Q: Are all self-replicating machines identical and performing the same function? Is there no centralized control system?
A: Yes, each unit would be identical. However, each would be a universal constructor, much like a small factory (about the size of a large vehicle) which could build almost anything. No, there would be no centralized control system.
Q: What is a realistic timeline for deployment?
A: Currently, the major barrier to this technology is funding. However, I am applying to a fund this year. If this funding is obtained, a working self-replicating machine could be ready in approximately 6 years (however it would not be flight ready yet). If we also account for the time it would take for these machines to self-replicate, the energy system could be functioning in 15 years.

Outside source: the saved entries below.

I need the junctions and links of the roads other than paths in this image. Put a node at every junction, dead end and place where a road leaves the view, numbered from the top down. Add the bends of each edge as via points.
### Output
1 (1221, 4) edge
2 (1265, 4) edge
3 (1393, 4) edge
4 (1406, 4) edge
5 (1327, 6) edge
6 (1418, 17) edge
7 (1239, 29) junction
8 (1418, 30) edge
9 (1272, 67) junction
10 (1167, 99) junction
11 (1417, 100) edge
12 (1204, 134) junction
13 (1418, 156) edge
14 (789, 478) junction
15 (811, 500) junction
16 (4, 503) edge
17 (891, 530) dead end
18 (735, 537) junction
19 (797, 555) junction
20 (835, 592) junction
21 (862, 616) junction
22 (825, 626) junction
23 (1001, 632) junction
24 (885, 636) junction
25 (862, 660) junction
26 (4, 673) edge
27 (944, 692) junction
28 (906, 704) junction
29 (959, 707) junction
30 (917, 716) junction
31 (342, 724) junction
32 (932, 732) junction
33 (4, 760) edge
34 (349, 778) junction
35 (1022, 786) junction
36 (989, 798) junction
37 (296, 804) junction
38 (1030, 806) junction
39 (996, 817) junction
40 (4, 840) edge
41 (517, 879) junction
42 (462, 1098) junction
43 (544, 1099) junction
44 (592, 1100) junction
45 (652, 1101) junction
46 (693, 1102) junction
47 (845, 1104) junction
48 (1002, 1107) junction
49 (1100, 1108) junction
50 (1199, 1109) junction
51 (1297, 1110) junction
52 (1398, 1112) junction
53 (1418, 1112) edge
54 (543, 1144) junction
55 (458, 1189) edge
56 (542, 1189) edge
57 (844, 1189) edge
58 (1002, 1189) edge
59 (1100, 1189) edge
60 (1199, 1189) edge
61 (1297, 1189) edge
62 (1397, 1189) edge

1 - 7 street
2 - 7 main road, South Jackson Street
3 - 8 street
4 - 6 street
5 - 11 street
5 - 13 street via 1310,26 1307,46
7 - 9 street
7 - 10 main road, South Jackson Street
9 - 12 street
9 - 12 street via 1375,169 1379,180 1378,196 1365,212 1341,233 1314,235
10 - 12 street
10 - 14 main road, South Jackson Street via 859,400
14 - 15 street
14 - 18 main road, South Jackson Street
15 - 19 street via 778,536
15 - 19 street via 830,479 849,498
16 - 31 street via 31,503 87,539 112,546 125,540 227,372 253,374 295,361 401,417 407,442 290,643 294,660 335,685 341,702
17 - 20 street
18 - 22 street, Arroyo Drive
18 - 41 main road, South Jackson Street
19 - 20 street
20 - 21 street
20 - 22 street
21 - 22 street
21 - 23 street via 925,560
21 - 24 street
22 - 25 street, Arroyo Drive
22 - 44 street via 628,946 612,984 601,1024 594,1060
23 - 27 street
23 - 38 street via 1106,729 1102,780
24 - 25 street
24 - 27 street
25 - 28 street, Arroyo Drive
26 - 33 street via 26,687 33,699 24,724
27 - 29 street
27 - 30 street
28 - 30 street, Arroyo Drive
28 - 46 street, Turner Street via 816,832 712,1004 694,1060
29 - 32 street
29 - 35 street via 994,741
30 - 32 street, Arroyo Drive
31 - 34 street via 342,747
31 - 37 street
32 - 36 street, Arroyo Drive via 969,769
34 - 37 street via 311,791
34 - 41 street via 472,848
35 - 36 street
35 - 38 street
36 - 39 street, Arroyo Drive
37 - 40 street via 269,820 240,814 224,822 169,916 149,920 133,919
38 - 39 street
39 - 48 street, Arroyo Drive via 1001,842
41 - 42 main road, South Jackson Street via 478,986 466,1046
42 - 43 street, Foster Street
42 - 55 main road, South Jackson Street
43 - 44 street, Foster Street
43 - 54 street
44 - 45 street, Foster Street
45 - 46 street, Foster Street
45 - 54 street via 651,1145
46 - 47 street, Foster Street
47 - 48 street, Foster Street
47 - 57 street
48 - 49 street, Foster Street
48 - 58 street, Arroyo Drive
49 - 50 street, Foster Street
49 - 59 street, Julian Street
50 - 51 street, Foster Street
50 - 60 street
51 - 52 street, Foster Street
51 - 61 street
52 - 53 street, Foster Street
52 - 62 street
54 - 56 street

Q: Once this technology is set up and functioning on the moon, what infrastructure would need to be built on Earth in order to receive the solar energy?
A: The infrastructure needed on Earth would be quite simple: two sheets of panels which would feed directly into the grid. These panels could be put anywhere and would not take up too much space. In fact, if the whole Sahara Desert was covered with these panels, it could supply the entire world with sufficient energy. Furthermore, the waves of photons coming from the SPS units would not be dangerous to wildlife flying through it or passing under it.
Q: Is anyone else doing similar work? Or is it just here at Carleton? Is there any work beyond university labs?
A: At this point in time, work on the implementation of this idea is limited to Carleton. There are some other groups working on self-replicating machines, but mostly for software. In terms of building using self-replication, there are only a few groups (including Carleton). This being said, we are the only ones pursing the self-replication of motors.
Q: What kind of political barriers do you think this technology would face?
A: My work is focused on the technical aspects and technical barriers, addressing the political barriers would be the job of others whose expertise is in policy. However, I see one barrier being the fear of runaway self-replication, which would be addressed through the necessity of importing salt (a necessary input for self-replication) and thus being able to halt the process whenever desired. Furthermore, there are luddites everywhere and it is likely that the implementation of this technology would require quite a political push.
Q: Who should own this technology? Governments or the private sector?
A: No one should own it. This technology should not and cannot be owned.
Q: If the source of power would be solar energy, would there not be an intermittency problem (i.e. at night)?
A: No, in space there is always sun. There are only two small eclipse periods during which there would be no sunlight.
Q: You predict that, if you get this funding, this technology could be implemented and functioning in 15 years. However, we need drastic climate action now. What do you need to make this happen and could it happen sooner?
A: Currently, the main barrier is funding. The technology we can develop, but we need the funds. If we had the money it would still be 6 years until we have the model. However, the 15 years is really a guess, with funding it may be possible to reduce this.
Precis completed by Silke Popescu, MA Sustainable Energy student.